Game Without Rules (Hodder & Stoughton, 1968) by Michael Gilbert: Book Review, plus Mr Calder and Mr Behrens (Hodder, 1982)

Well look at that: Existential Ennui is five years old today. Now, before we get all carried away n'shit (shyeah, right), I should point out that 1 February is really only technically Existential Ennui's birthday. When I originally set this blog up in 2007, it was as a back-up to another, long-defunct blog; I didn't really begin posting properly on Existential Ennui until July 2009, and Existential Ennui didn't really become what it is today – i.e. a pompous, pretentious, prolix books blog – until the following year. So I'll forgo any celebrations, if you don't mind – not that anyone would be celebrating the anniversary of this utter waste of everybody's time anyway – and carry on regardless, with a spot more spy fiction.

And if you've been following my series of posts on spy fiction series, you might have noticed that the tendency has been to post an introductory essay to whichever spy series I'm blogging about at that juncture and follow that with one or more subsequent posts on various novels in that series. But not this time. This time, just for a change, I'm keeping it all in one single, solitary post – partly because, including Monday's post on Desmond Cory's Secret Ministry, by the end of the week I'll have posted three pretty lengthy reviews*, and I'm afraid I can only devote so much time and effort to this blog (and yes, astonishing as it may seem, a certain amount of time and effort does go into Existential Ennui); but also because this particular spy series doesn't consist of novels, but rather of short stories...

First published in hardback in the UK by Hodder & Stoughton in 1968 – the year following the 1967 US Harper and Row first edition – under an attractive dustjacket designed by the appealingly monikered Mick and Ging, Game Without Rules is a collection of short stories by crime and suspense writer (and lawyer) Michael Gilbert, starring two late-middle-aged British Intelligence operatives named Mr.
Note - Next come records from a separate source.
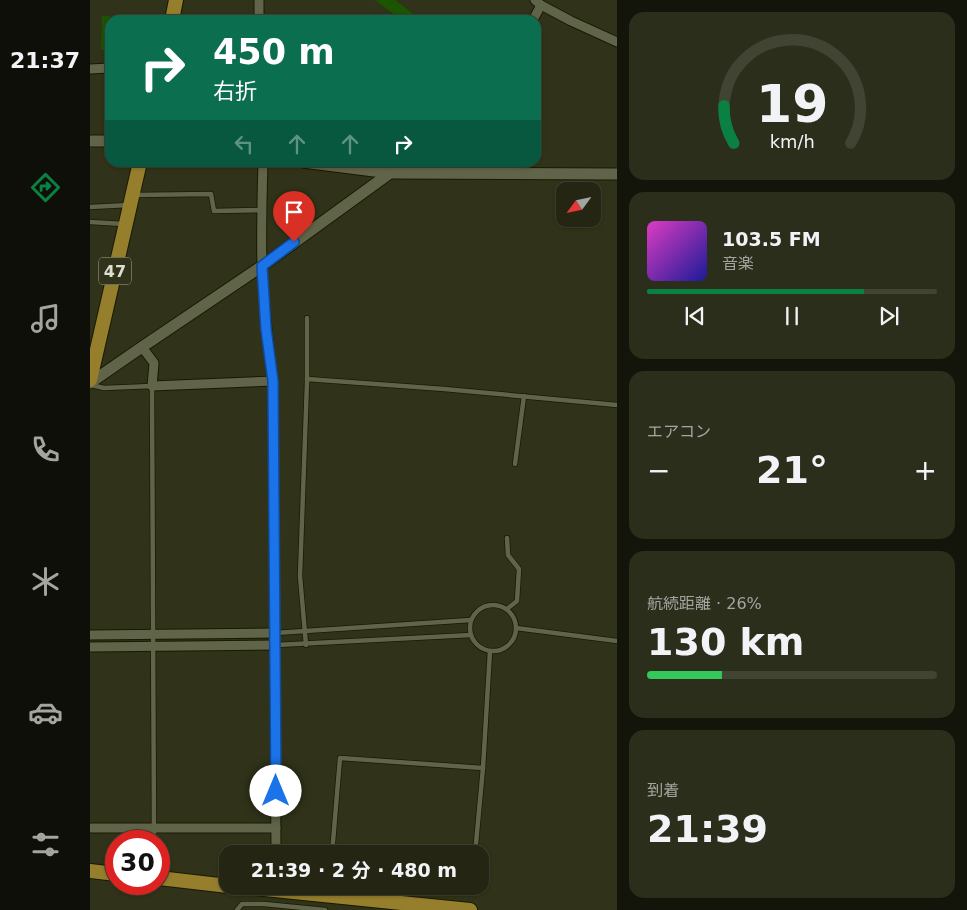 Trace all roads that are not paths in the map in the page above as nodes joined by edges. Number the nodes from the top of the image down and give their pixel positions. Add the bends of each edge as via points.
1 (176, 0) edge
2 (259, 0) edge
3 (538, 2) edge
4 (173, 15) edge
5 (260, 15) edge
6 (534, 15) edge
7 (617, 42) edge
8 (90, 68) edge
9 (105, 68) edge
10 (90, 141) edge
11 (105, 141) edge
12 (139, 167) edge
13 (263, 167) edge
14 (374, 167) edge
15 (402, 167) edge
16 (518, 168) edge
17 (395, 173) junction
18 (617, 174) edge
19 (132, 200) junction
20 (90, 207) edge
21 (262, 210) junction
22 (90, 222) edge
23 (126, 224) junction
24 (262, 266) junction
25 (307, 318) dead end
26 (142, 347) junction
27 (307, 379) junction
28 (273, 381) junction
29 (90, 383) edge
30 (152, 386) junction
31 (524, 396) junction
32 (617, 405) edge
33 (515, 464) dead end
34 (507, 538) dead end
35 (507, 609) junction
36 (472, 620) junction
37 (516, 628) junction
38 (305, 632) junction
39 (276, 633) junction
40 (153, 634) junction
41 (90, 635) edge
42 (471, 635) junction
43 (617, 641) edge
44 (306, 645) junction
45 (153, 646) junction
46 (276, 646) junction
47 (90, 647) edge
48 (490, 651) junction
49 (483, 768) junction
50 (90, 828) edge
51 (153, 828) junction
52 (276, 828) junction
53 (276, 845) edge
54 (333, 845) edge
55 (476, 845) edge
56 (90, 871) edge
57 (105, 873) edge
58 (170, 879) edge
59 (219, 885) edge
60 (312, 895) edge
61 (237, 910) edge
62 (325, 910) edge
63 (470, 910) edge

1 - 4 main road
2 - 5 street
3 - 6 street
3 - 7 street
8 - 9 street
10 - 11 street
12 - 19 main road, 47
13 - 21 street
14 - 17 street
15 - 17 street
16 - 17 street
16 - 18 street
17 - 24 street
19 - 20 lane
19 - 21 lane via 211,194 214,211
19 - 23 main road, 47
21 - 24 street
22 - 23 lane
23 - 29 main road, 47
24 - 26 street
24 - 28 street
25 - 27 lane
26 - 29 street
26 - 30 street via 154,363
27 - 31 lane
27 - 38 lane via 300,576
28 - 30 street
28 - 39 street
29 - 30 lane via 104,388
30 - 40 lane
31 - 32 lane
31 - 33 lane
34 - 35 lane via 508,555 519,569 517,601
35 - 36 lane via 486,606
35 - 37 lane
36 - 38 lane
36 - 42 lane
37 - 43 lane
37 - 48 lane via 511,643 505,648
38 - 39 lane
38 - 44 lane
39 - 40 street
39 - 46 street
40 - 41 street
40 - 45 lane
42 - 44 lane
42 - 48 lane via 478,645
44 - 46 lane
45 - 46 street
45 - 47 street
45 - 51 lane
46 - 52 street
48 - 49 lane
49 - 54 lane via 340,758
49 - 55 lane
50 - 51 street
51 - 52 street
52 - 53 street
56 - 57 main road
58 - 59 main road
60 - 63 main road via 354,903
61 - 62 lane via 242,904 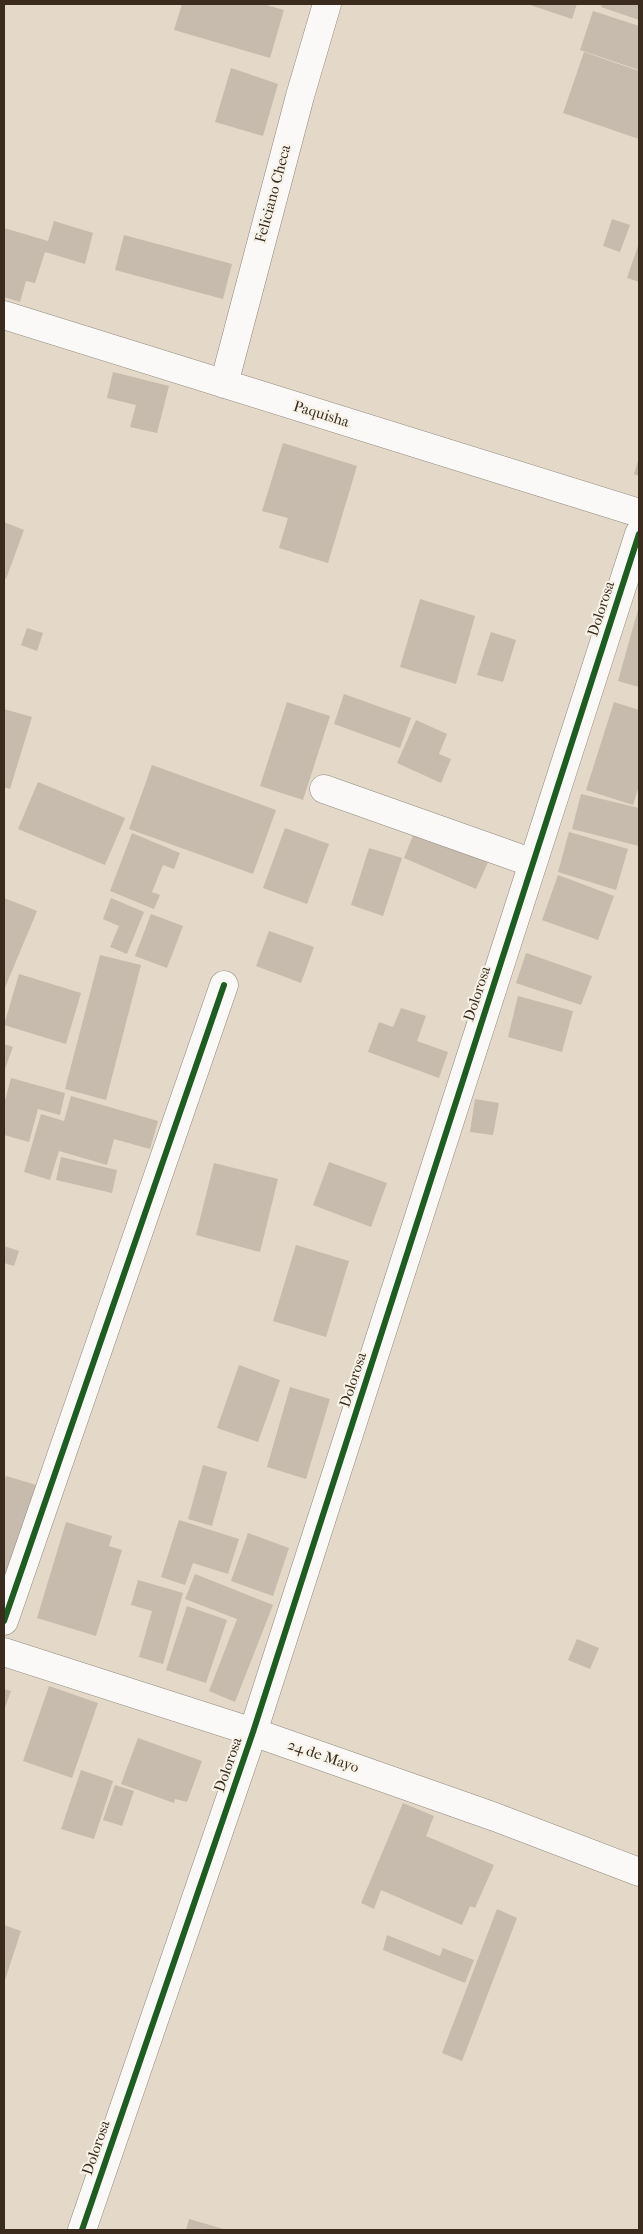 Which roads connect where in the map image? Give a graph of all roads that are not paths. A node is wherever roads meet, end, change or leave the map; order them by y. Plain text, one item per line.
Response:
1 (327, 4) edge
2 (4, 315) edge
3 (224, 384) junction
4 (639, 513) edge
5 (639, 534) edge
6 (324, 789) dead end
7 (533, 863) junction
8 (224, 985) dead end
9 (4, 1621) edge
10 (4, 1652) edge
11 (253, 1732) junction
12 (639, 1872) edge
13 (82, 2230) edge

1 - 3 street, Feliciano Checa
2 - 3 street, Paquisha
3 - 4 street, Paquisha
5 - 7 street, Dolorosa
6 - 7 street
7 - 11 street, Dolorosa
8 - 9 street
10 - 11 street, 24 de Mayo
11 - 12 street, 24 de Mayo
11 - 13 street, Dolorosa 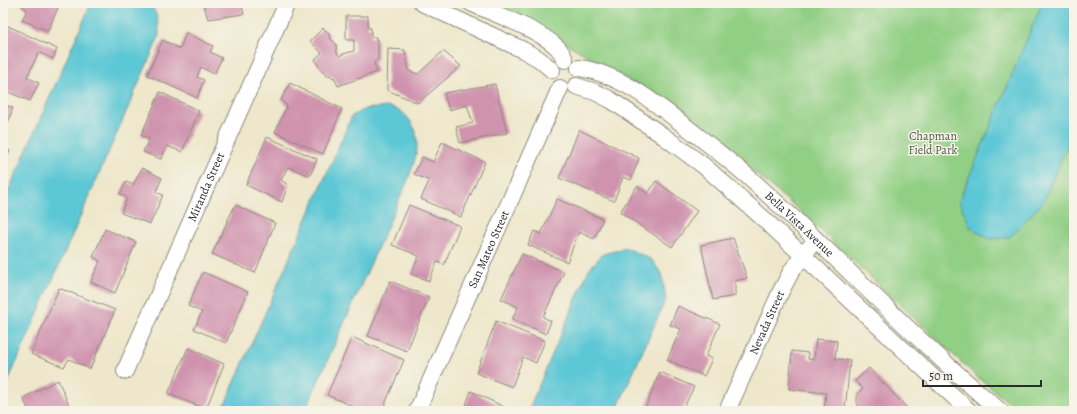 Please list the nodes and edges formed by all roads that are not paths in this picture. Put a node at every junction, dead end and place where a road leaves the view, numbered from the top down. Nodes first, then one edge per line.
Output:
1 (287, 3) edge
2 (422, 3) edge
3 (471, 3) edge
4 (565, 60) junction
5 (579, 68) junction
6 (552, 70) junction
7 (576, 86) junction
8 (560, 88) junction
9 (815, 239) junction
10 (803, 256) junction
11 (126, 371) dead end
12 (417, 411) edge
13 (727, 411) edge
14 (969, 411) edge
15 (1000, 411) edge

1 - 11 street, Miranda Street
2 - 6 street
3 - 4 street, Bella Vista Avenue
4 - 5 street, Bella Vista Avenue
4 - 6 street
5 - 7 street
5 - 9 street, Bella Vista Avenue
6 - 8 street
7 - 8 street, Bella Vista Avenue
7 - 10 street, Bella Vista Avenue
8 - 12 street, San Mateo Street
9 - 10 street, Nevada Street
9 - 15 street, Bella Vista Avenue
10 - 13 street, Nevada Street
10 - 14 street, Bella Vista Avenue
Calder and Mr. Behrens. The Hodder edition seen here is quite hard to come by these days – there are only a few on AbeBooks at the moment, and a presentable example will set you back at least £50–£100 – but in truth the book isn't common in any edition; it fell out of print years ago and at time of writing AbeBooks has just twenty copies in total.

Most of the stories in this collection originally appeared in Ellery Queen's Mystery Magazine in the early- to mid-1960s – which is probably why, despite Gilbert being British, the American edition of the collection preceded the British one – and they are, quite simply, some of the best espionage tales I've ever read. Resting somewhere on the spy slide rule between John le Carré's Smiley stories and Anthony Price's David Audley novels – I wouldn't be at all surprised if Mr. Gilbert were an influence on Mr. Price in particular – the Calder and Behrens tales share with le Carré's work a healthy distrust of the establishment and with Price's an unshakable belief in the seriousness of the Soviet threat. But in common with both of those authors' novels they're also fine mysteries, with plausible scenarios, deft characterisation, believable dialogue, lashings of wry observation and wonderful pay-offs.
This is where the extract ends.